The entries that follow include a run beginning at the line with "pinky dip: (1380, 867)" and ending at the line with "wrist: (1426, 924)"; restate that run word for word and leave the rest out.

[Supplied data]:
§ §
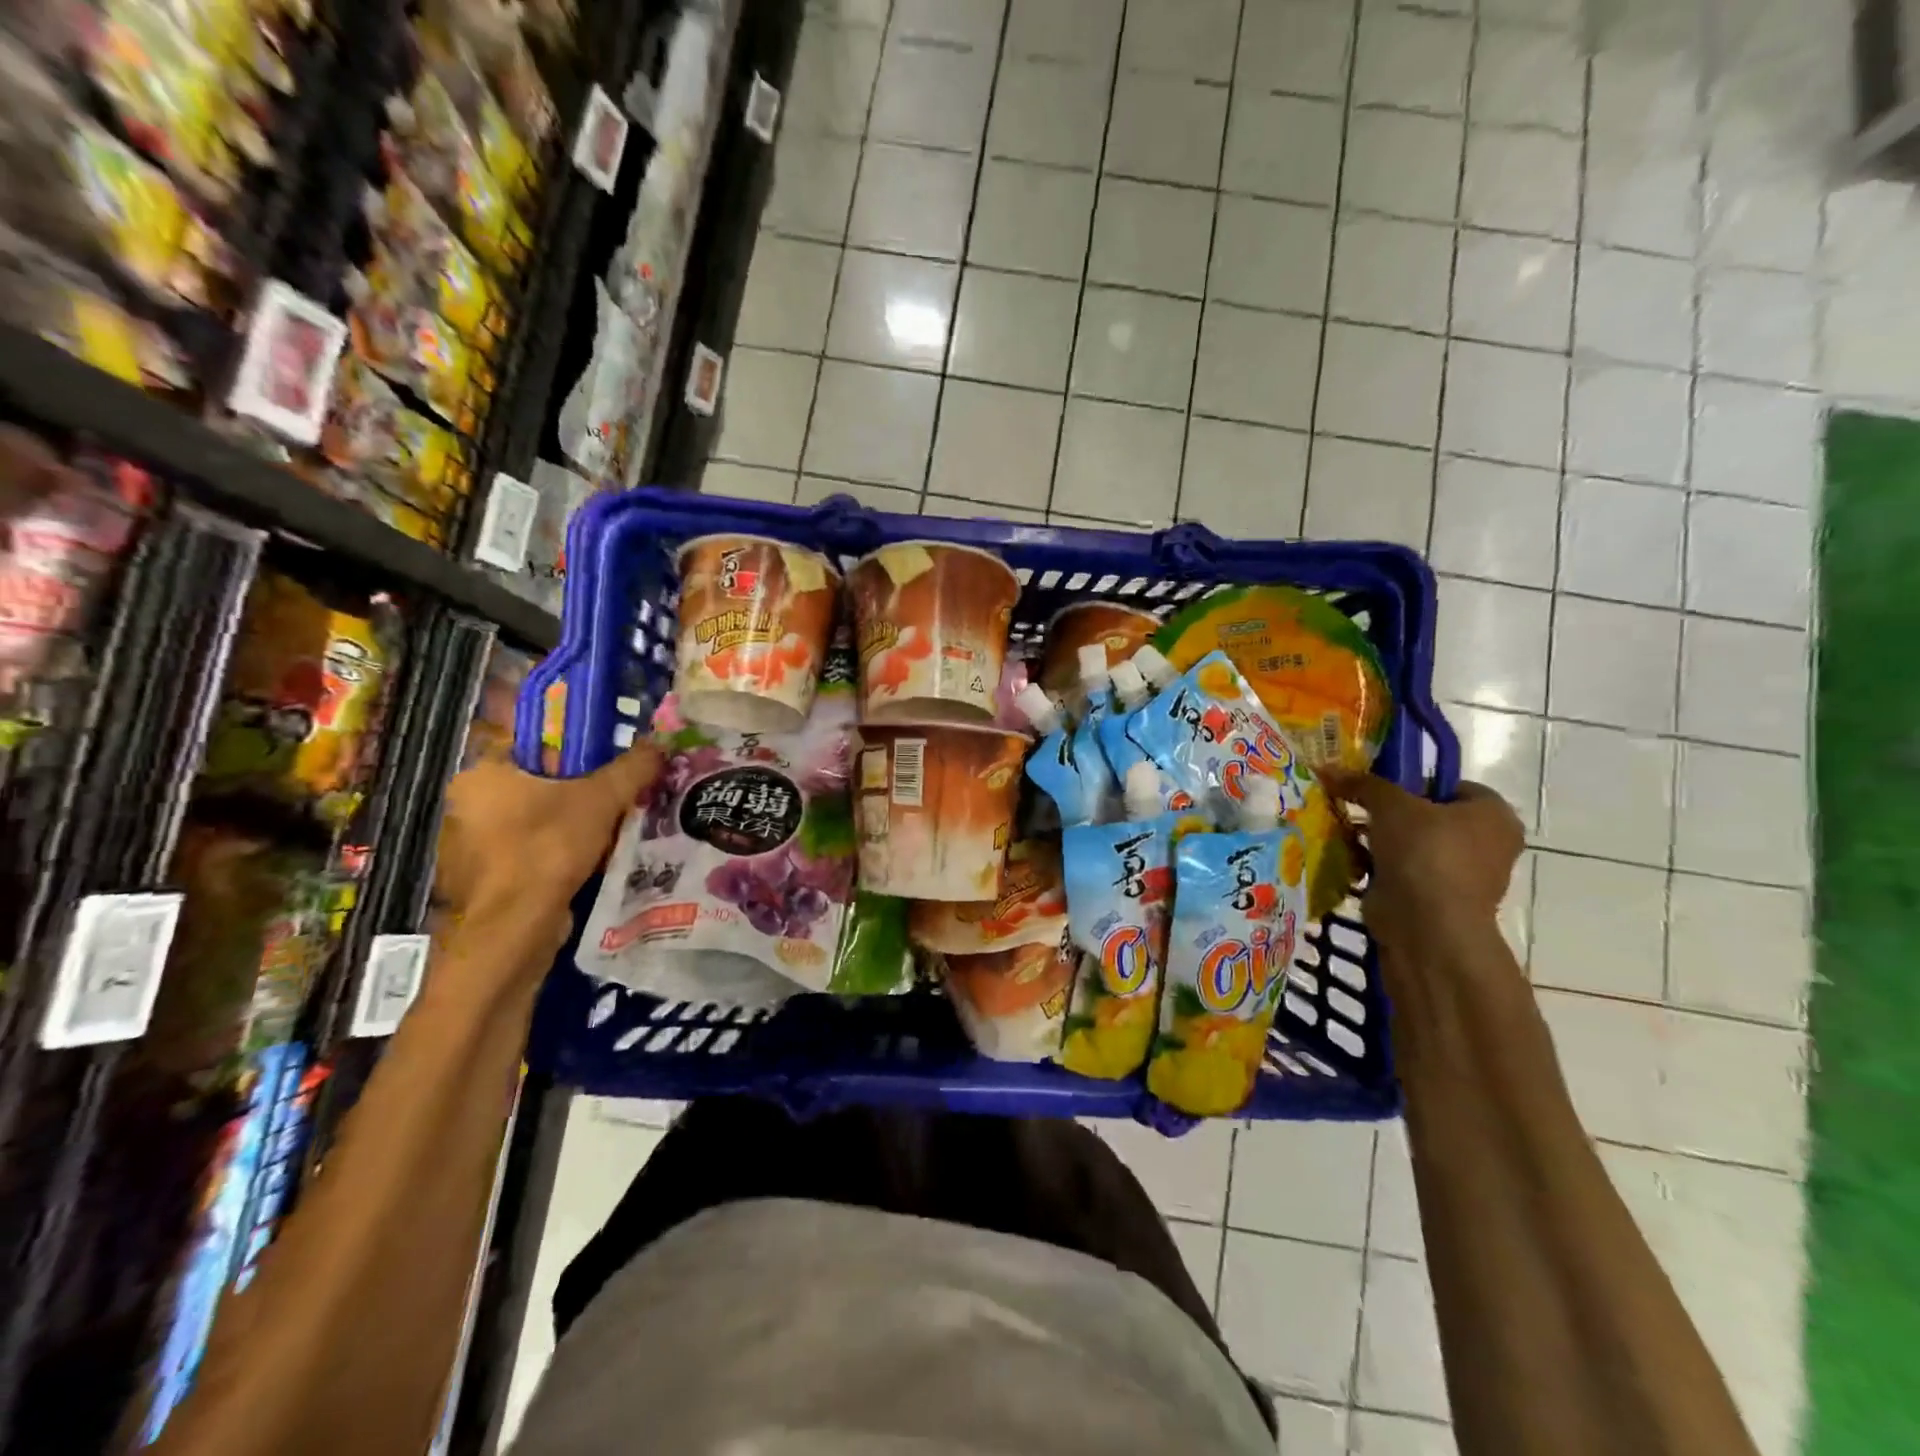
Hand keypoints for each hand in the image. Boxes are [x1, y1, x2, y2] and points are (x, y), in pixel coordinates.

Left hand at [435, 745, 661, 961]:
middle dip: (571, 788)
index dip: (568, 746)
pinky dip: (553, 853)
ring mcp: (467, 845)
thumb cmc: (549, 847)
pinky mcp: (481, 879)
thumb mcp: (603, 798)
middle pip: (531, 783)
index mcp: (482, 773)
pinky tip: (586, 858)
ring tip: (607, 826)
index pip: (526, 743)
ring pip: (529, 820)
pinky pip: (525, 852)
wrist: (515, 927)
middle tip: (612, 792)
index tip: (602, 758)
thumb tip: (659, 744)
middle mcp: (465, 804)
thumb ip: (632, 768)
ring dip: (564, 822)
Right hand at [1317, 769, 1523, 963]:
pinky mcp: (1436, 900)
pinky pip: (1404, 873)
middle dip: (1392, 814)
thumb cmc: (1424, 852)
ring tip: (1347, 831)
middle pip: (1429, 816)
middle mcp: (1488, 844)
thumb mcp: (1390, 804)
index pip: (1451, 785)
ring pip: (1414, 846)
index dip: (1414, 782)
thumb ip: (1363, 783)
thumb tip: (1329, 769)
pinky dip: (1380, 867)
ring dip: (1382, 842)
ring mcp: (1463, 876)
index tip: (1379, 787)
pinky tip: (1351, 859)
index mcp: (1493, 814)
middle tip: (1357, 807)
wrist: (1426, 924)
§ §
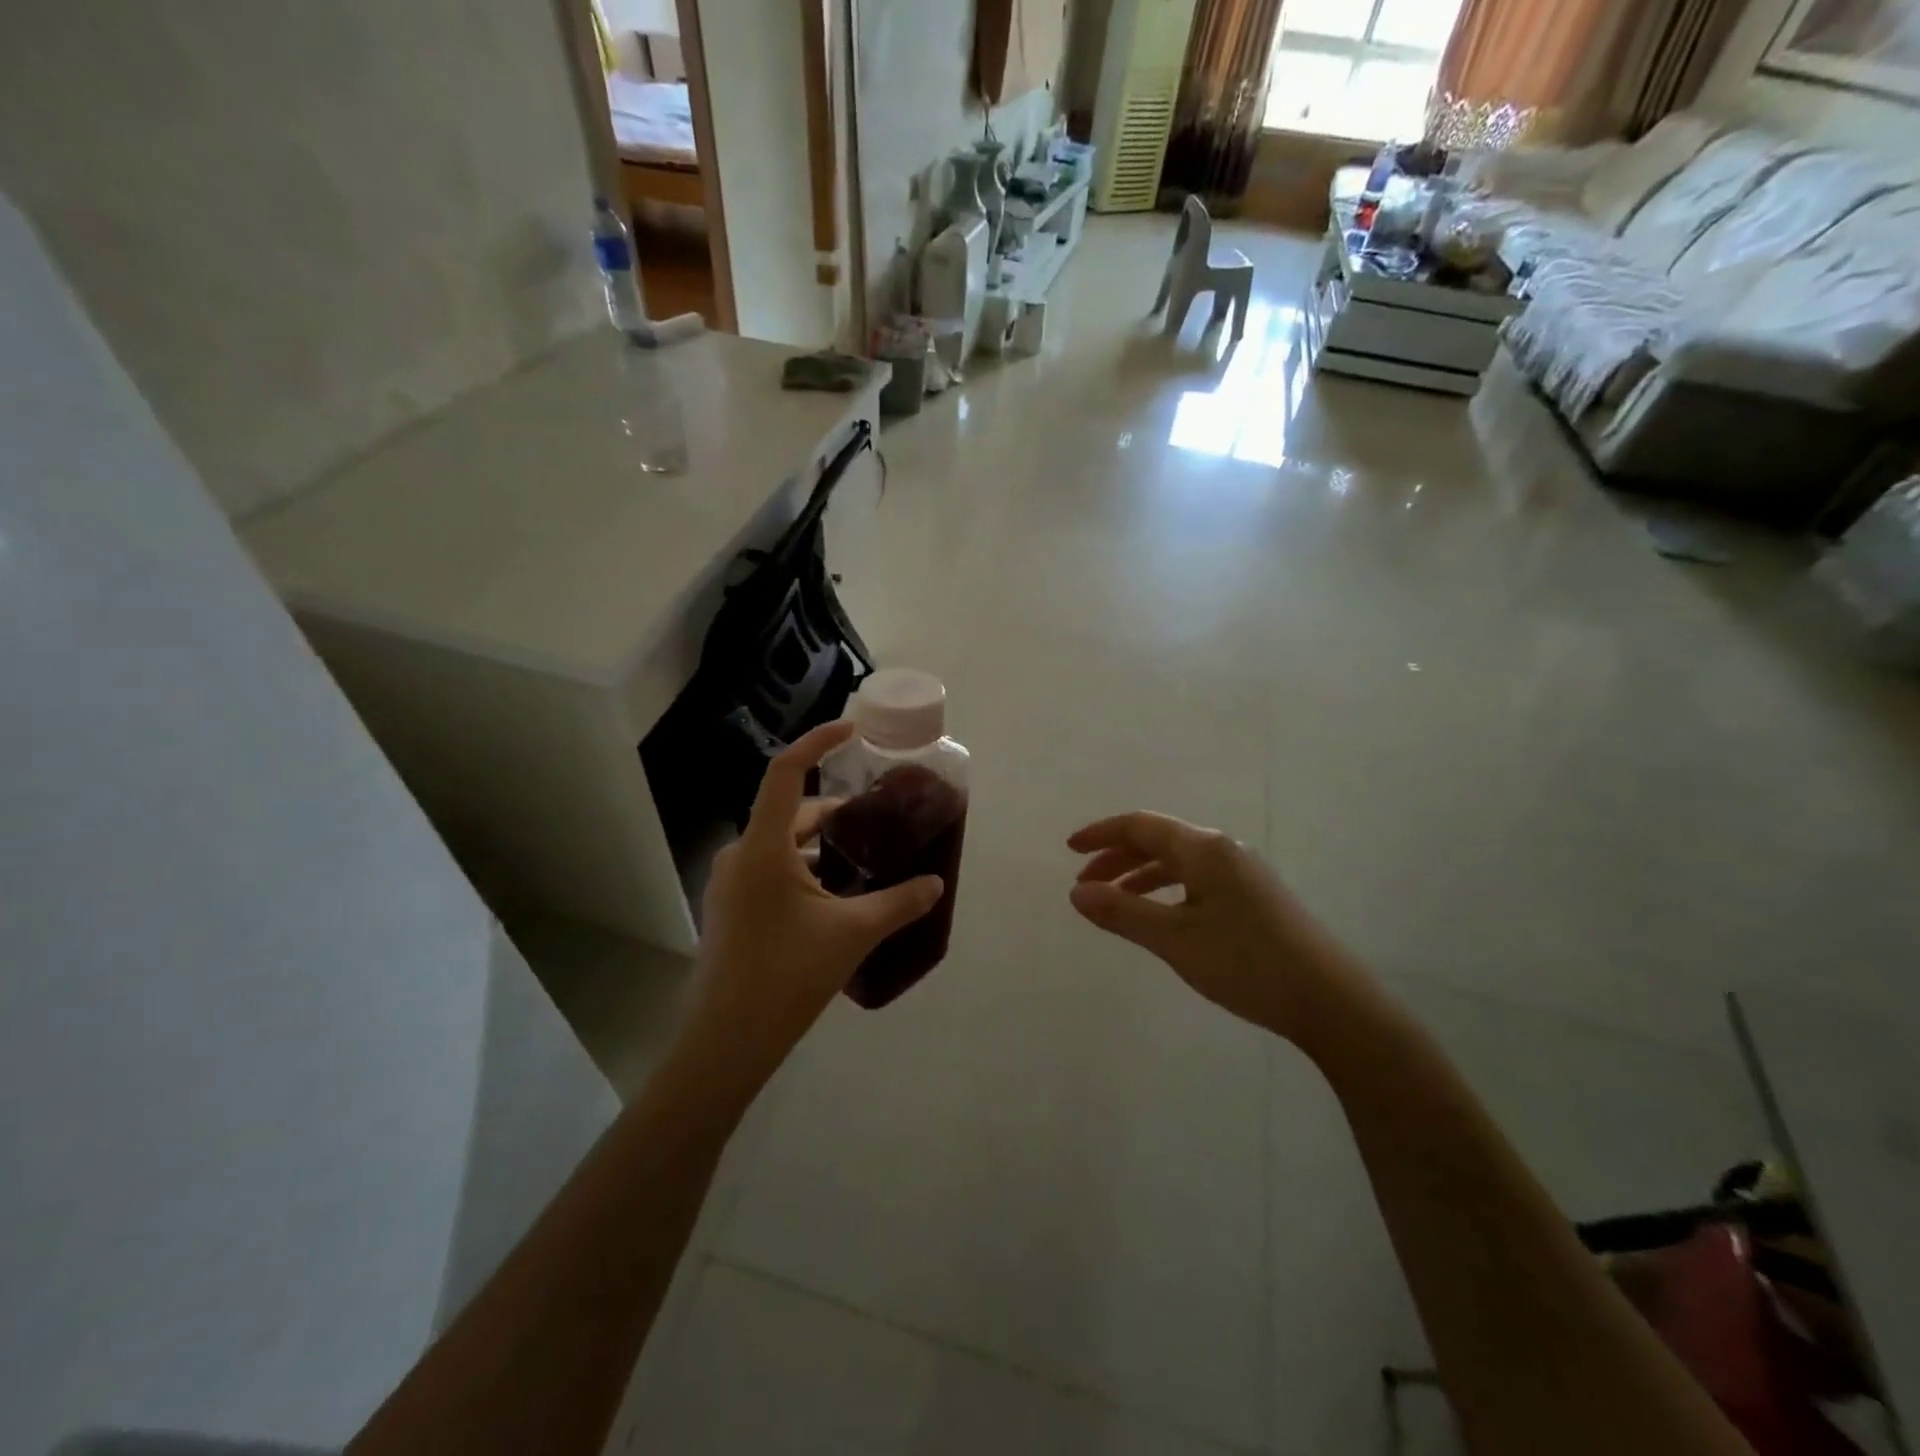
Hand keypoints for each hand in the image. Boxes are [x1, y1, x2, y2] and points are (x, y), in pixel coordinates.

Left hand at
§ §
[Solution for this task]:
pinky dip: (1380, 867)
ring dip: (1382, 842)
ring mcp: (1463, 876)
index tip: (1379, 787)
pinky tip: (1351, 859)
index mcp: (1493, 814)
middle tip: (1357, 807)
wrist: (1426, 924)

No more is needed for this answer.